I have recently been doing a lot of work on the history of proving the presence or absence of life. My particular focus has been on medieval England, and on determining whether or not a baby, now dead, was ever alive so as to qualify the father for certain property rights (tenancy by the curtesy: article on its way). That has been fascinating, and I am sure there is more to discuss and discover on that point, but it is also part of a bigger question for the law, on drawing lines between life and death. This is important in criminal cases – e.g. in working out whether a person was killed by X or by Y – but it is also crucial in relation to various succession questions. As well as the curtesy cases in which there is a need to determine whether or not a live child was produced, there are cases in which it is necessary to work out the order of deaths. How was this decision made in the past?
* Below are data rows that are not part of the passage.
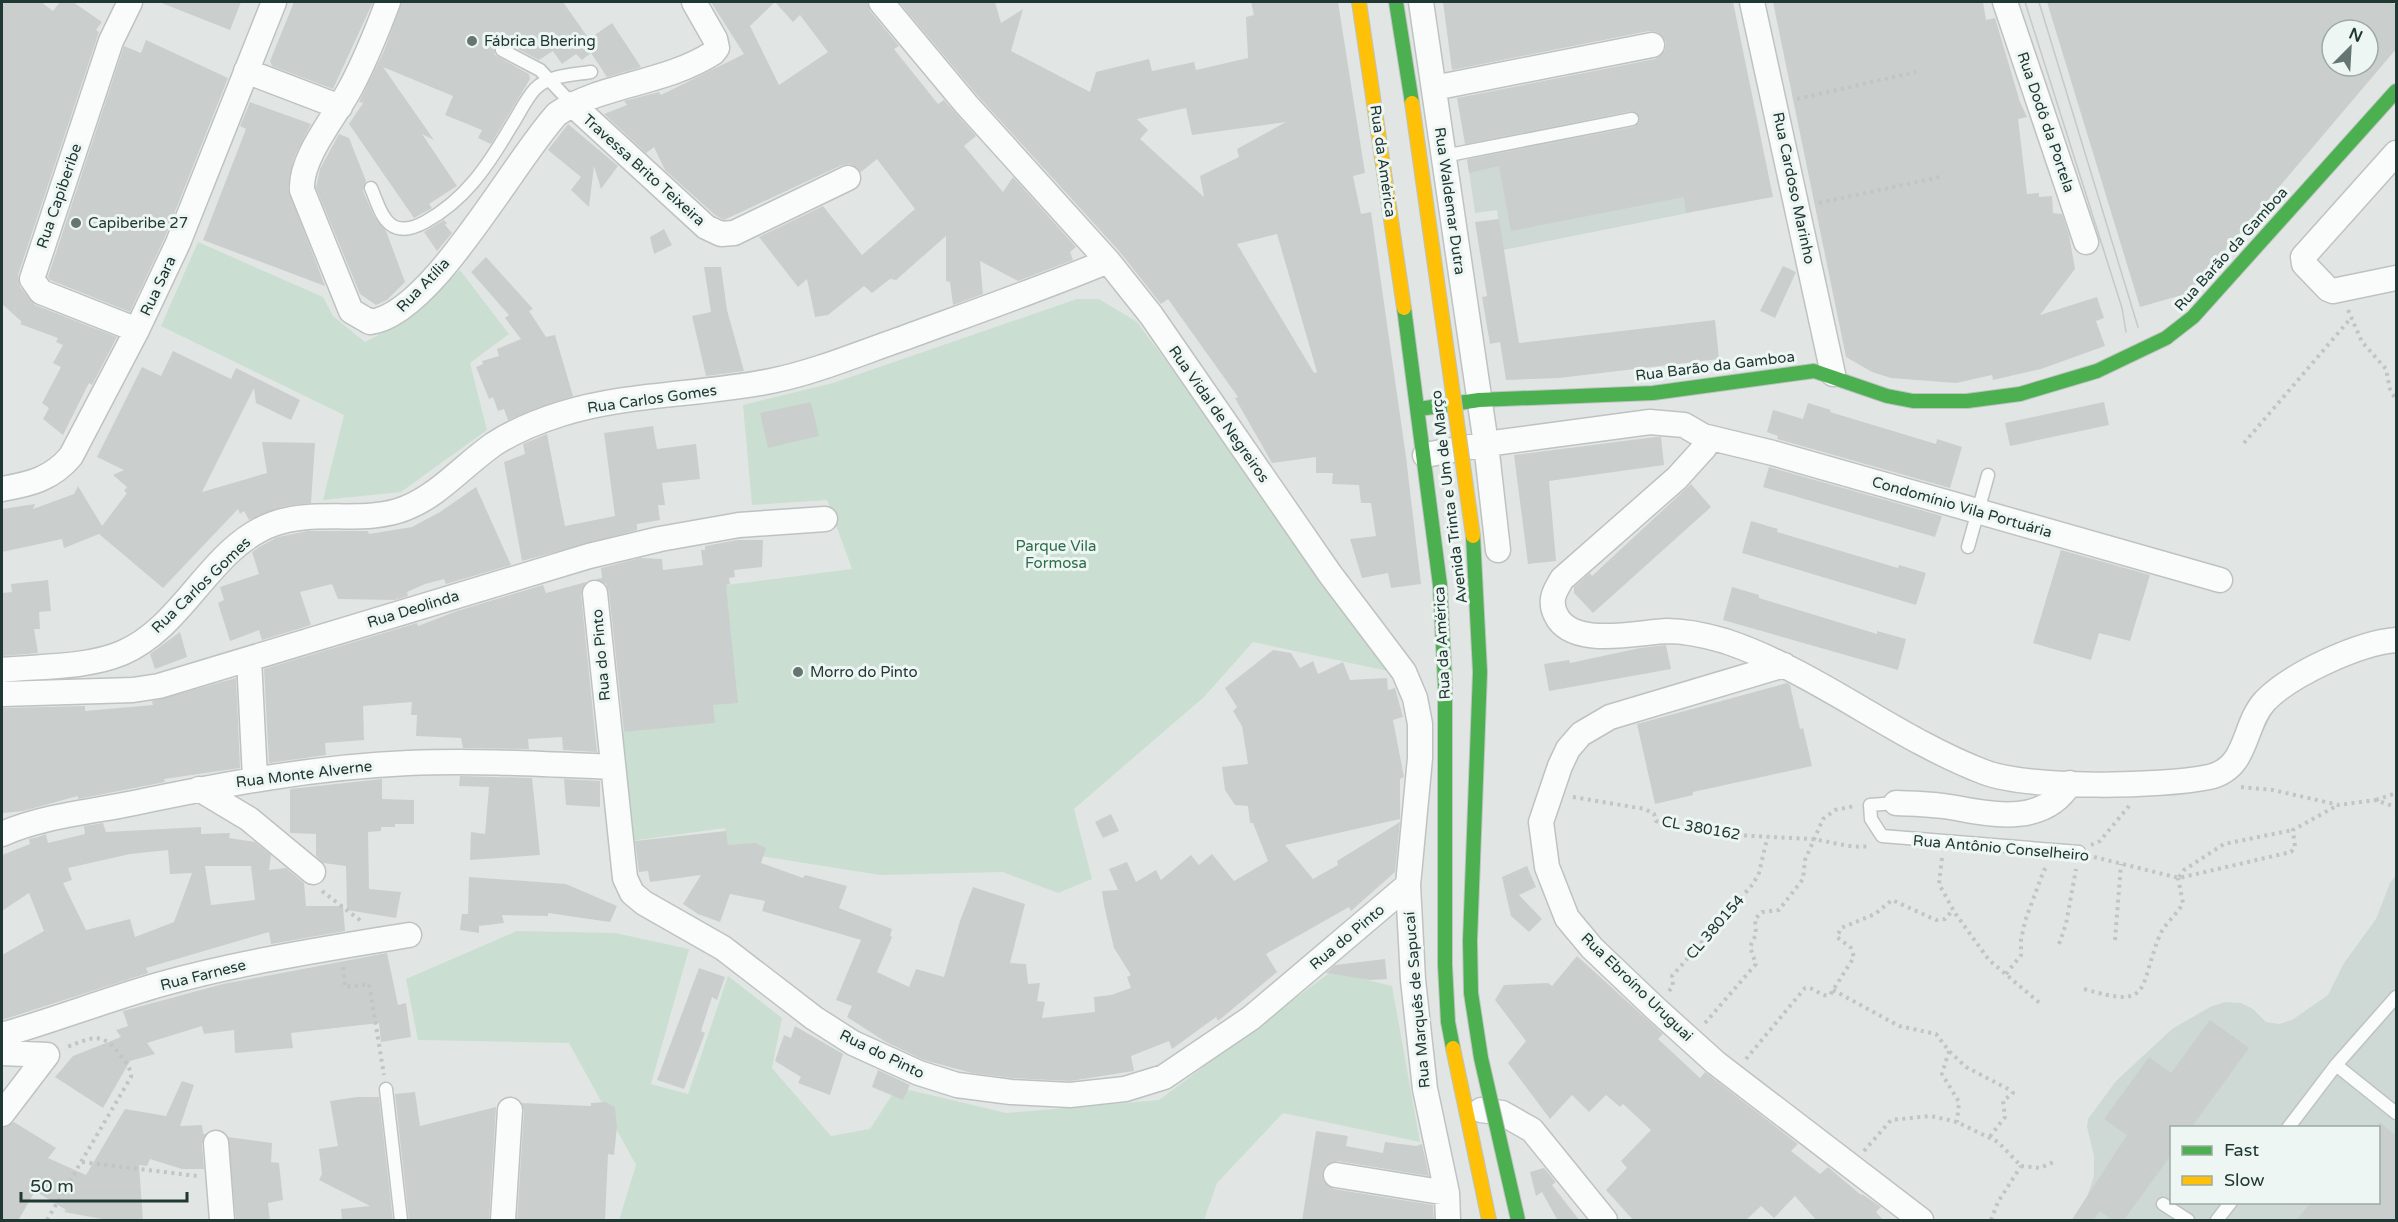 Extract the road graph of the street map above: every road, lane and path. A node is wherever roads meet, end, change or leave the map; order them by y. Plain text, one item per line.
1 (130, 2) edge
2 (274, 2) edge
3 (388, 2) edge
4 (694, 2) edge
5 (880, 2) edge
6 (1359, 2) edge
7 (1396, 2) edge
8 (1421, 2) edge
9 (1752, 2) edge
10 (2005, 2) edge
11 (1652, 45) dead end
12 (502, 50) dead end
13 (246, 72) junction
14 (591, 72) dead end
15 (1916, 72) dead end
16 (550, 79) junction
17 (1434, 88) junction
18 (2397, 91) edge
19 (1793, 100) dead end
20 (572, 104) junction
21 (340, 107) junction
22 (1632, 119) dead end
23 (2397, 153) edge
24 (1444, 156) junction
25 (1940, 177) dead end
26 (848, 178) dead end
27 (370, 188) dead end
28 (1813, 204) dead end
29 (2086, 242) dead end
30 (1108, 261) junction
31 (2397, 278) edge
32 (2339, 290) junction
33 (2351, 318) junction
34 (137, 330) junction
35 (1833, 374) junction
36 (1479, 400) junction
37 (2397, 400) edge
38 (1419, 409) junction
39 (1703, 436) junction
40 (2244, 443) dead end
41 (1486, 444) junction
42 (1425, 455) junction
43 (1988, 475) dead end
44 (2, 489) edge
45 (1979, 512) junction
46 (825, 519) dead end
47 (1968, 547) dead end
48 (1498, 550) dead end
49 (2220, 580) dead end
50 (595, 593) dead end
51 (2397, 640) edge
52 (249, 659) junction
53 (1784, 665) junction
54 (2, 670) edge
55 (2, 694) edge
56 (612, 767) junction
57 (255, 778) junction
58 (2070, 783) junction
59 (2238, 788) dead end
60 (199, 789) junction
61 (2397, 793) edge
62 (1563, 796) dead end
63 (2375, 800) junction
64 (1896, 803) joint
65 (2339, 804) junction
66 (1870, 805) junction
67 (2397, 807) edge
68 (2293, 830) junction
69 (2, 834) edge
70 (1882, 836) junction
71 (1767, 839) junction
72 (1812, 839) junction
73 (1947, 843) junction
74 (2055, 852) junction
75 (2079, 852) junction
76 (2121, 864) junction
77 (313, 872) dead end
78 (2178, 878) junction
79 (1408, 885) junction
80 (1953, 910) junction
81 (409, 935) dead end
82 (2115, 940) dead end
83 (2059, 944) dead end
84 (341, 946) junction
85 (2006, 974) junction
86 (2084, 989) dead end
87 (1833, 990) junction
88 (2397, 997) edge
89 (2042, 1005) dead end
90 (1655, 1008) junction
91 (2, 1035) edge
92 (1691, 1039) junction
93 (1949, 1052) junction
94 (2, 1053) edge
95 (47, 1055) junction
96 (2336, 1065) junction
97 (1739, 1067) dead end
98 (386, 1089) joint
99 (1466, 1109) junction
100 (510, 1110) dead end
101 (2397, 1113) edge
102 (2, 1114) edge
103 (1957, 1122) junction
104 (2290, 1126) edge
105 (1989, 1139) junction
106 (216, 1143) dead end
107 (1861, 1156) dead end
108 (2056, 1161) dead end
109 (82, 1162) junction
110 (2022, 1166) junction
111 (1336, 1175) dead end
112 (204, 1177) dead end
113 (1447, 1192) junction
114 (2163, 1204) dead end
115 (2230, 1204) edge
116 (47, 1221) edge
117 (222, 1221) edge
118 (401, 1221) edge
119 (502, 1221) edge
120 (1448, 1221) edge
121 (1489, 1221) edge
122 (1518, 1221) edge
123 (1605, 1221) edge
124 (1921, 1221) edge
125 (1991, 1221) edge
126 (2188, 1221) edge
127 (2217, 1221) edge

1 - 34 street, Rua Capiberibe
2 - 13 street, Rua Sara
3 - 21 street, Rua Atília
4 - 20 street, Rua Atília
5 - 30 street, Rua Vidal de Negreiros
6 - 38 main road, Rua da América
7 - 122 main road, Avenida Trinta e Um de Março, bridge
8 - 17 street, Rua Waldemar Dutra
9 - 35 street, Rua Cardoso Marinho
10 - 29 street, Rua Dodô da Portela
11 - 17 street
12 - 16 lane
13 - 21 street
13 - 34 street, Rua Sara
14 - 16 lane
15 - 19 path
16 - 20 lane
16 - 27 lane
17 - 24 street, Rua Waldemar Dutra
18 - 35 main road, Rua Barão da Gamboa, bridge
20 - 21 street, Rua Atília
20 - 26 street, Travessa Brito Teixeira
22 - 24 lane
23 - 32 street
24 - 36 street, Rua Waldemar Dutra
25 - 28 path
30 - 54 street, Rua Carlos Gomes
30 - 79 street, Rua Vidal de Negreiros
31 - 32 street
32 - 33 path
33 - 37 path
33 - 40 path
34 - 44 street, Rua Sara
35 - 36 main road, Rua Barão da Gamboa
36 - 38 main road, Rua Barão da Gamboa
36 - 41 street, Rua Waldemar Dutra
38 - 42 main road, Rua da América
39 - 41 street, Condomínio Vila Portuária
39 - 45 street, Condomínio Vila Portuária
39 - 53 street
41 - 42 street, Condomínio Vila Portuária
41 - 48 street, Rua Waldemar Dutra
42 - 99 main road, Rua da América
43 - 45 lane
45 - 47 lane
45 - 49 street, Condomínio Vila Portuária
46 - 52 street, Rua Deolinda
50 - 56 street, Rua do Pinto
51 - 58 street
52 - 55 street, Rua Deolinda
52 - 57 street
53 - 58 street
53 - 90 street, Rua Ebroíno Uruguai
56 - 57 street, Rua Monte Alverne
56 - 79 street, Rua do Pinto
57 - 60 street, Rua Monte Alverne
58 - 64 street
59 - 65 path
60 - 69 street, Rua Monte Alverne
60 - 77 street
61 - 63 path
62 - 71 path, CL 380162
63 - 65 path
63 - 67 path
64 - 66 lane
65 - 68 path
66 - 70 lane
66 - 72 path
68 - 78 path
68 - 78 path, Rua Antônio Conselheiro
70 - 72 path, CL 380162
70 - 73 lane, Rua Antônio Conselheiro
71 - 72 path, CL 380162
71 - 90 path, CL 380154
72 - 92 path
73 - 74 lane, Rua Antônio Conselheiro
73 - 80 path
74 - 75 lane, Rua Antônio Conselheiro
74 - 85 path
75 - 76 path, Rua Antônio Conselheiro
75 - 83 path
76 - 78 path, Rua Antônio Conselheiro
76 - 82 path
78 - 86 path
79 - 113 street, Rua Marquês de Sapucaí
80 - 85 path
80 - 87 path
81 - 84 street, Rua Farnese
84 - 91 street, Rua Farnese
84 - 98 path
85 - 89 path
87 - 93 path
87 - 97 path
88 - 96 lane
90 - 92 street, Rua Ebroíno Uruguai
92 - 124 street, Rua Ebroíno Uruguai
93 - 103 path
93 - 105 path
94 - 95 street
95 - 102 street
95 - 109 path
96 - 101 lane
96 - 104 lane
98 - 118 lane
99 - 121 main road, Rua da América
99 - 123 street
100 - 119 street
103 - 105 path
103 - 107 path
105 - 110 path
106 - 117 street
108 - 110 path
109 - 112 path
109 - 116 path
110 - 125 path
111 - 113 street
113 - 120 street, Rua Marquês de Sapucaí
114 - 126 lane
115 - 127 lane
There are two broad issues for legal historians: by what mechanism is the question decided, and by what test is it decided. My curtesy work has shown me that neither question leads to an entirely straightforward answer. Today, I came across an ‘order of death’ case from the 16th C which has set me thinking about this in a wider context.
The case, called Broughton v. Randall in the English Reports, though more properly Morgan Broughton, armiger v. Margaret, widow of Robert ap Rondell Cro Eliz 502. 78 ER 752; appears on the King’s Bench plea roll for Trinity 1596 (38 Elizabeth I), starting at KB 27/1339 m. 876 (AALT IMG 0945). It is in the report, however, that something is said about the ‘order of deaths’ issue. This was a dower case from Denbighshire, Wales, in which Margaret was claiming land currently held by Morgan. The land in question appears to have been held jointly by Robert and his father. Both were hanged at the same time. Margaret’s chance of dower depended on it being decided that Robert had outlived his father. She was successful, and this was, according to the report, because Robert’s legs had been observed to twitch after his father was still. I am not qualified to say whether that really is a good indication of life in a meaningful sense, though I am inclined to be doubtful.
I have drawn a blank, so far, on Robert, his father and their crime, though that does seem an interesting avenue to pursue one day. Also interesting is the fact that this is a Welsh case – since there is much to be discovered about the ways in which the Welsh were arranging their property holding in this period. As far as the pinpointing of death is concerned, however, this does show the inventive approach which might be taken to establishing the facts for legal purposes. Its use of movement as a criterion is also very interesting as a counterpoint to the test in curtesy, which was traditionally more sound-focused.